Even though it is said that laughter is contagious, this by no means implies that it primarily occurs in society. On the contrary, the comic nature of architecture is often more compellingly experienced when, as in our example, we dwell alone in an empty room. Another example is that tragicomic scene in Lucchino Visconti’s film Ludwig II, in which Empress Elisabeth enters the newly built, frostily empty hall of mirrors at Herrenchiemsee and in a bitterly sardonic fit of laughter realizes the futility of the always-threatened, but formerly so deeply supported Ludwig —and consequently the untenability of herself, her class, her time.
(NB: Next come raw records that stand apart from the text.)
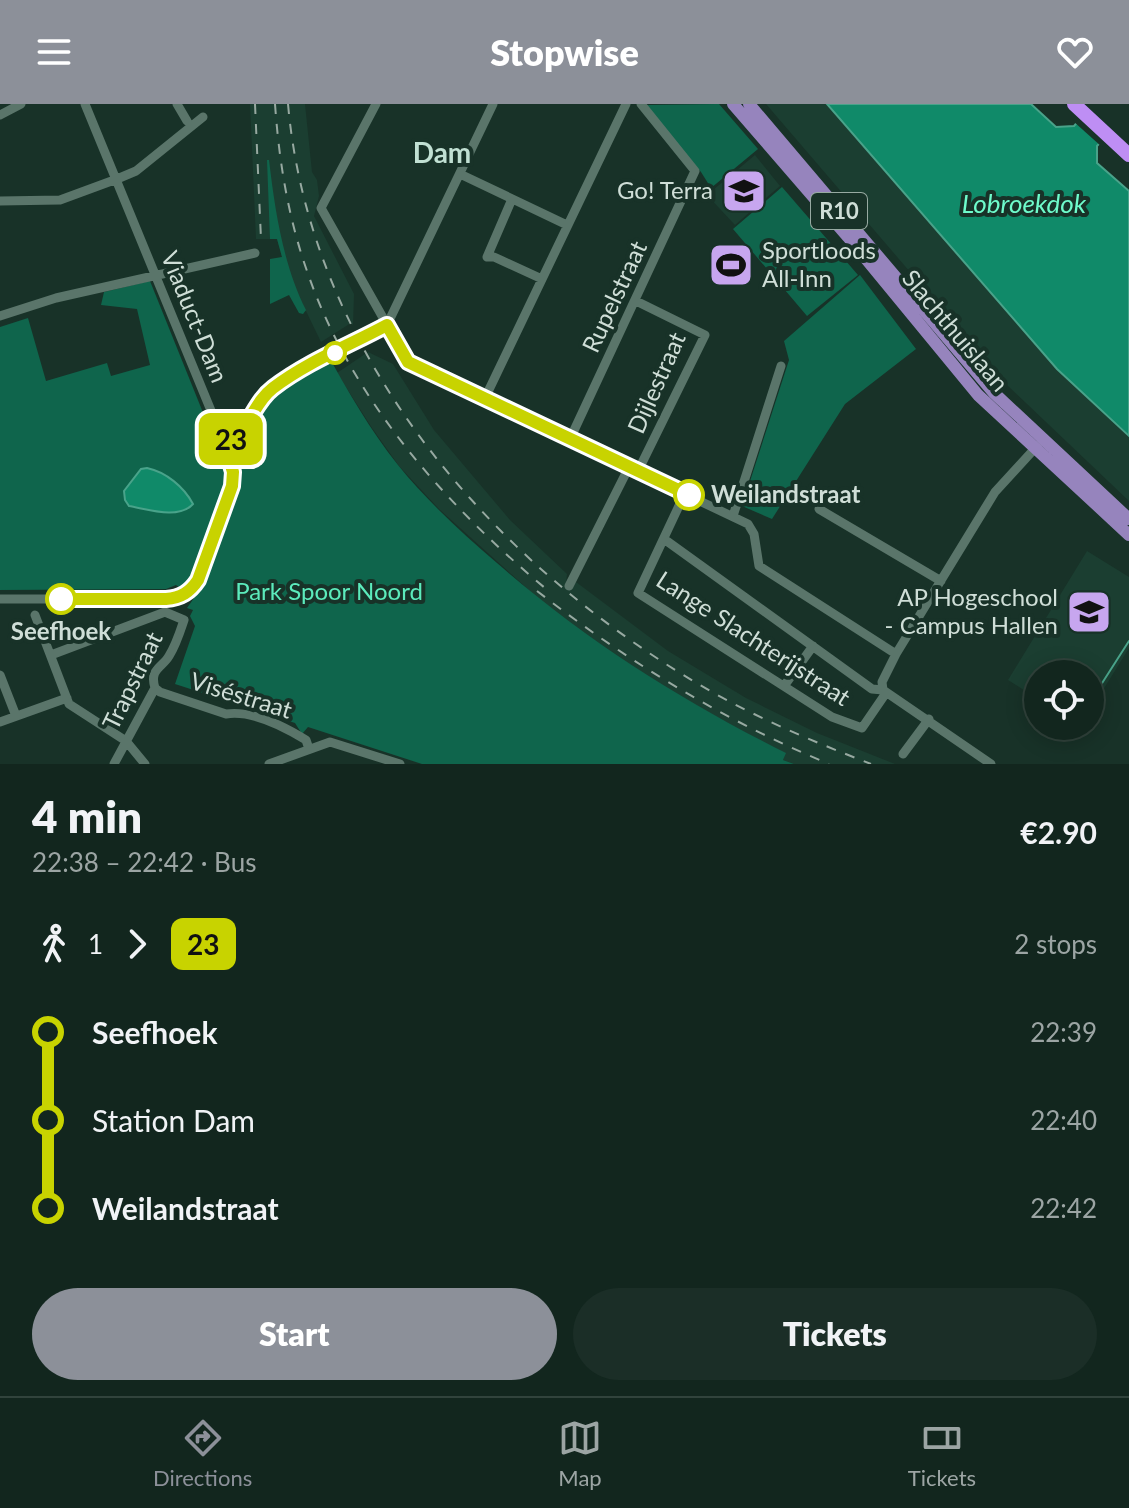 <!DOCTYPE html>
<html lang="en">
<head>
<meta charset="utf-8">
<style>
  body { margin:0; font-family:Lato,sans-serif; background:#1b2e27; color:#f1f3f6; height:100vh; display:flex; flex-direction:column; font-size:30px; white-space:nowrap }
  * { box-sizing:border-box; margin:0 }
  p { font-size:26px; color:#9ca5a4 }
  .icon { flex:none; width:44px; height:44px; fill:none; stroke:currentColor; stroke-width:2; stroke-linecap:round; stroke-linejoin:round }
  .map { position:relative; height:660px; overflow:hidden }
  .sheet { display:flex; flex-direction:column; background:#12261e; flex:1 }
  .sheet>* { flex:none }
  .badge { padding:0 16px; border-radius:12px; font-size:28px; line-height:52px }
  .tools { position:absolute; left:1024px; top:556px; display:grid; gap:16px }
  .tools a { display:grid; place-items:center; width:80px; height:80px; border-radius:50%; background:#12261e; box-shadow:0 4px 20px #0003,0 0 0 2px #31433c; font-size:40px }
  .map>.badge { position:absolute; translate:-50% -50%; box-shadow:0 0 0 4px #fff }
  .legs { display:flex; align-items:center; gap:12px; height:88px; padding:0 32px; font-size:26px }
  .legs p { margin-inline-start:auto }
  .head { display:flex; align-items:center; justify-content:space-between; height:136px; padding:0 32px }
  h1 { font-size:44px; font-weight:800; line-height:60px }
  .primary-button { display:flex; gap:16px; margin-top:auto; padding:16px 32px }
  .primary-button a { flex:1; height:92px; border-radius:48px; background:#8c9099; color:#fff; font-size:32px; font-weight:800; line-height:92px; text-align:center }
  .primary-button a+a { background:#1b2e27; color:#f1f3f6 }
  ul { padding:0 32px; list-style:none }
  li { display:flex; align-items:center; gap:28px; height:88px; font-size:30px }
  li i { display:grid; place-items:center; width:12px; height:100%; margin:0 10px; background:currentColor }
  li i::after { content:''; width:20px; height:20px; margin:-10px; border:6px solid; border-radius:50%; background:#12261e }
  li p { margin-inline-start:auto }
  li:first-child i { background:linear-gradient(#0000 50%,currentColor 0) }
  li:last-child i { background:linear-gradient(currentColor 50%,#0000 0) }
  header { display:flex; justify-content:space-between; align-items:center; height:104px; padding:0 32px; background:#8c9099; color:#fff; font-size:36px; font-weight:800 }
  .tab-bar { display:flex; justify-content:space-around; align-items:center; height:112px; border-top:2px solid #31433c; background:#12261e; font-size:22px; color:#9ca5a4 }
  .tab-bar a { display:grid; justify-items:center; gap:4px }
  .tab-bar .current { color:#8c9099 }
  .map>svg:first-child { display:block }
  .built { fill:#1b3e31 }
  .green { fill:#0f654c }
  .water { fill:#108a69; stroke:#49a38a; stroke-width:2 }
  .pier { fill:#183228 }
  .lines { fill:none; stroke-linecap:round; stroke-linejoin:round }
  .stream { stroke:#49a38a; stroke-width:2 }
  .minor { stroke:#5a756a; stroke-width:9 }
  .major { stroke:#9684bd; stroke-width:12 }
  .highway { stroke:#be8ef4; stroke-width:14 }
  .rail { stroke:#97a9a1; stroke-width:2; stroke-dasharray:10 10; stroke-linecap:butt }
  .line-1-casing { stroke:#fff; stroke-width:18 }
  .line-1 { stroke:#c8d300; stroke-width:12 }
  .stop-1-dot { fill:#fff; stroke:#c8d300; stroke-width:4 }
  .labels { text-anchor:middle; stroke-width:8; stroke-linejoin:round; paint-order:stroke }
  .shield { fill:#183228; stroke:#98aaa2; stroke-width:2 }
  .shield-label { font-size:22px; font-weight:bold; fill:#cfded7 }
  .poi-label { font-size:24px; fill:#cfded7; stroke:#183228; text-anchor:end }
  .street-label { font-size:24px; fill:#cfded7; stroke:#183228 }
  .stop-label { font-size:24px; font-weight:bold; fill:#cfded7; stroke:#183228; text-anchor:start }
  .park-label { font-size:24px; fill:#5cebbc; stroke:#183228 }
  .water-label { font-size:26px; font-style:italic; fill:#6efbcb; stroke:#183228 }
  .quarter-label { font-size:28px; font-weight:bold; fill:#c1e0d3; stroke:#183228 }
</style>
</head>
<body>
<header><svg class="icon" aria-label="menu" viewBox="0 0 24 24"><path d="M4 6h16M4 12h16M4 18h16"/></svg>Stopwise<svg class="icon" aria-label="heart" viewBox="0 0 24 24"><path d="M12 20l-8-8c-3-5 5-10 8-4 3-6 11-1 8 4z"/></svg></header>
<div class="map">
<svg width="1129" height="660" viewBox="0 0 1129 660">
  <rect width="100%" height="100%" fill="#183228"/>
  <path class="built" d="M250 0H305L312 68 317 76 319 92 314 112 354 190 353 221 351 219 321 238 306 207 299 209 279 154 282 153 277 135H256Z
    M766 0H827L1057 265 1129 333V397L1007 281Z
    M755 51 780 82 735 121 707 91Z
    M368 248 393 260 434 326 510 416 567 470 566 480 570 484 576 478 668 547 746 594 817 629 895 660H794L783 656 785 650 669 587 551 506 439 405 399 362 372 324 337 269Z
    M1087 447 1129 473V544L1090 607V570H1038V595L1008 576Z"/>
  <path class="green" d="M719 0 758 45 711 84 701 68 645 1Z
    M267 56H269C275 106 283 161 306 206L303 210 299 209 289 191 270 200V155L282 153 277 135H270Z
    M782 83 858 171 807 212 733 125Z
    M860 171 916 245 845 300 772 415 742 402 789 256 784 237Z
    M150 177 210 326 222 322 226 328H235L262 288 326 248C348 287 370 326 398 361 427 397 462 429 497 459 588 538 679 595 786 649L783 656 794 660H422L308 623 302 630 295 619 175 580 195 522 190 512 193 506 187 504 194 494 176 481 166 485 0 486V223L28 214 46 277 107 259 111 272 150 261 137 205 101 201 104 188Z"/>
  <path class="water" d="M827 0H1031L1056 23 1074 22 1094 0H1129V8L1097 42V59L1129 87V332L1057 265Z
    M147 364C166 368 184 383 193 400 179 416 147 405 129 402L125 396 124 387 141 365Z"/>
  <path class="pier" d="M1088 0H1129V14L1102 43 1073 17Z"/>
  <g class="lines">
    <path class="stream" d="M1090 598 1129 537"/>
    <path class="minor" d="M177 0 187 17
      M376 0 321 104 408 258 748 420 754 430 759 462 896 550
      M0 11 21 0
      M460 70 567 121
      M512 95 487 153H494L542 175
      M0 97 60 96 117 75 136 67 203 13
      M636 197 705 231 638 367
      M0 212 56 194 255 149
      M387 221 493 0
      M485 294 626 0
      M570 335 695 67 641 0
      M224 338 235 333 244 324 261 296 277 281 387 221
      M685 389 638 489 832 613 862 624 886 589
      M819 405 941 477
      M733 412 781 262
      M664 435 872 585 883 586
      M569 482 629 363
      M0 495H166L184 491 198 476 232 382 233 368 228 348 85 0
      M35 511 69 600 126 637 145 660
      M51 551 165 508 184 516C180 528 176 541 169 552 162 564 149 565 155 584L114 660
      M0 571 16 612
      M784 582 813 542
      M155 584 160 588 226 610C252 606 285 623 306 636L309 645
      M883 586 882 578 896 550 995 388 1038 341
      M883 586 991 660
      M0 618 67 594
      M903 650 929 615
      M269 660 330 638 400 660"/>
    <path class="major" d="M733 0 848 133 978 291 1129 431
      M749 0 994 289 1129 415"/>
    <path class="highway" d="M1074 0 1129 51"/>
    <path class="rail" d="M255 0 261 135
      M275 0C279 57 288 113 307 167 351 296 448 404 551 489
      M288 0C310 250 491 458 700 581 754 613 812 637 871 660
      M537 487C630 559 721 615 829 660"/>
  </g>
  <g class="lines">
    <g class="line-1-casing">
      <path id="line-1" d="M61 495H166C181 494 190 488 198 476L232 382 233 368 224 338C250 328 252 300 273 284 307 258 350 241 387 221L408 258 689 391"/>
    </g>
    <use href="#line-1" class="line-1"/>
  </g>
  <defs>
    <g id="school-square" transform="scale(2.3)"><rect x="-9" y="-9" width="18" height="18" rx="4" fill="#c7a6ef" stroke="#183228"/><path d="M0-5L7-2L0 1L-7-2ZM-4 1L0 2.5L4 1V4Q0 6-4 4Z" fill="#111"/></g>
    <g id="stadium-square" transform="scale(2.3)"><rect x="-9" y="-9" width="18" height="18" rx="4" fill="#c7a6ef" stroke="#183228"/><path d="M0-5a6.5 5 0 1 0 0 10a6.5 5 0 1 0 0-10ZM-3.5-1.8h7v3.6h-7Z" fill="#111"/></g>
    <g id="university-square" transform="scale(2.3)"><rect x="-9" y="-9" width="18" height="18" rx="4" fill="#c7a6ef" stroke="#183228"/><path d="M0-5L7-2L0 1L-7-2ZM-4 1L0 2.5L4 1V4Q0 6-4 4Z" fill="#111"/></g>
  </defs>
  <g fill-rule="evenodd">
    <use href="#school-square" x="744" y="87"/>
    <use href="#stadium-square" x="731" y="161"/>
    <use href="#university-square" x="1089" y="508"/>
  </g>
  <g class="stop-1-dot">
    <circle cx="335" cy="249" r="10"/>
    <circle cx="689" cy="391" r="14"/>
    <circle cx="61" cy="495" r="14"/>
  </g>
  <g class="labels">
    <rect class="shield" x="811" y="89" width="56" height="36" rx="6"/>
    <g class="shield-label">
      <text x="839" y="115">R10</text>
    </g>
    <g class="poi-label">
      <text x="713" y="95">Go! Terra</text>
      <text x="762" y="155" text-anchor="start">Sportloods<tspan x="762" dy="28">All-Inn</tspan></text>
      <text x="1058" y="502">AP Hogeschool<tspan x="1058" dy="28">- Campus Hallen</tspan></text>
    </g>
    <g class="street-label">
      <text transform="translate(615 193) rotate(-65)" y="8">Rupelstraat</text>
      <text transform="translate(194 213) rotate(68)" y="8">Viaduct-Dam</text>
      <text transform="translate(955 227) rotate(50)" y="8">Slachthuislaan</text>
      <text transform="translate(657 279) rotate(-66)" y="8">Dijlestraat</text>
      <text transform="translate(753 535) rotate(33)" y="8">Lange Slachterijstraat</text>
      <text transform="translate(133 577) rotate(-64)" y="8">Trapstraat</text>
      <text transform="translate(241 592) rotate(17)" y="8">Viséstraat</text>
    </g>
    <g class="stop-label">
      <text x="711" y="399">Weilandstraat</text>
      <text x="61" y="536" text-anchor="middle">Seefhoek</text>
    </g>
    <g class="park-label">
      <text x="329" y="496">Park Spoor Noord</text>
    </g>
    <g class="water-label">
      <text x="1024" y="109">Lobroekdok</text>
    </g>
    <g class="quarter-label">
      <text x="442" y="59">Dam</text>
    </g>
  </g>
</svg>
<div class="tools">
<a><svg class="icon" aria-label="locate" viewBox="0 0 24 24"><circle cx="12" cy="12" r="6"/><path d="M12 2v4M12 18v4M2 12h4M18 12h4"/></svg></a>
</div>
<b class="badge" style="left:231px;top:335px;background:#c8d300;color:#111">23</b>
</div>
<section class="sheet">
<div class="head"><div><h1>4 min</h1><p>22:38 – 22:42 · Bus</p></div><b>€2.90</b></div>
<div class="legs"><svg class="icon" aria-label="walk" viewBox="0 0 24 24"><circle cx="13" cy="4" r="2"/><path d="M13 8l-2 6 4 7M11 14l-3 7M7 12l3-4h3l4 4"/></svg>1<svg class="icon" aria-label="forward" viewBox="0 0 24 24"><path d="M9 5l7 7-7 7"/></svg><b class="badge" style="background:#c8d300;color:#111">23</b><p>2 stops</p></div>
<ul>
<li><i style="color:#c8d300"></i><b>Seefhoek</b><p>22:39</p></li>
<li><i style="color:#c8d300"></i><span>Station Dam</span><p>22:40</p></li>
<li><i style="color:#c8d300"></i><b>Weilandstraat</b><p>22:42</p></li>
</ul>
<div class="primary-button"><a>Start</a><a>Tickets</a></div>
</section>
<nav class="tab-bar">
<a class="current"><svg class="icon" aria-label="directions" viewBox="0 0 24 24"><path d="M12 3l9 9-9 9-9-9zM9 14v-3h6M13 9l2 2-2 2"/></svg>Directions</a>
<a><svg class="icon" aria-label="map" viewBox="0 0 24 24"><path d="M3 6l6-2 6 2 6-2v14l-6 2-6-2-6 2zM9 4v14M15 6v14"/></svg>Map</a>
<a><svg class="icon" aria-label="tickets" viewBox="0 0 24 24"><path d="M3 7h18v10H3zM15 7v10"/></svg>Tickets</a>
</nav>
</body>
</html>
In memory of Kurt W. Forster.


  1. Ágnes Helller, The Immortal Comedy: The Comic Phenomenon in Art, Literature, and Life (Lanham, MD: Lexington Books, 2005), 19-20.
  2. See Holger Kleine, The Drama of SpaceSpatial Sequences and Compositions in Architecture (Basel, Switzerland: Birkhäuser, 2018), 116-121 and 212-273.
  3. Pun by William Shakespeare in Twelfth Night (1601), Act I, Scene V, spoken by the Clown.
  4. Heller, The Immortal Comedy, 22.

The images and the drawing presented in this article were first published in Holger Kleine, The Drama of Space. Spatial Sequences and Compositions in Architecture (Basel, Switzerland: Birkhäuser, 2018).

Prof. Holger Kleine is a graduate of the Cooper Union and an architect in Berlin. Since 2010, he has been teaching as a professor for Artistic-Conceptual Design in the Interior Architecture department at the RheinMain University of Applied Sciences in Wiesbaden. His research focuses on public interior spaces. He is, among others, the architect of the German Embassy in Warsaw, author of the book The Drama of Space (2018), and curator of the exhibitions ‘New Mosques’ (Catalogue JOVIS 2014), ‘My Home is my Parcel’ (German Architecture Museum Frankfurt DAM 2020), and ‘The Salons of the Republic’ (DAM /JOVIS 2021). His design ‘Talking Station 1’ was exhibited at the Venice Architecture Biennale 2021 as part of the exhibition ‘Conceiving the Plan’. Currently, he is working on two extensive suites of autonomous architectural drawings.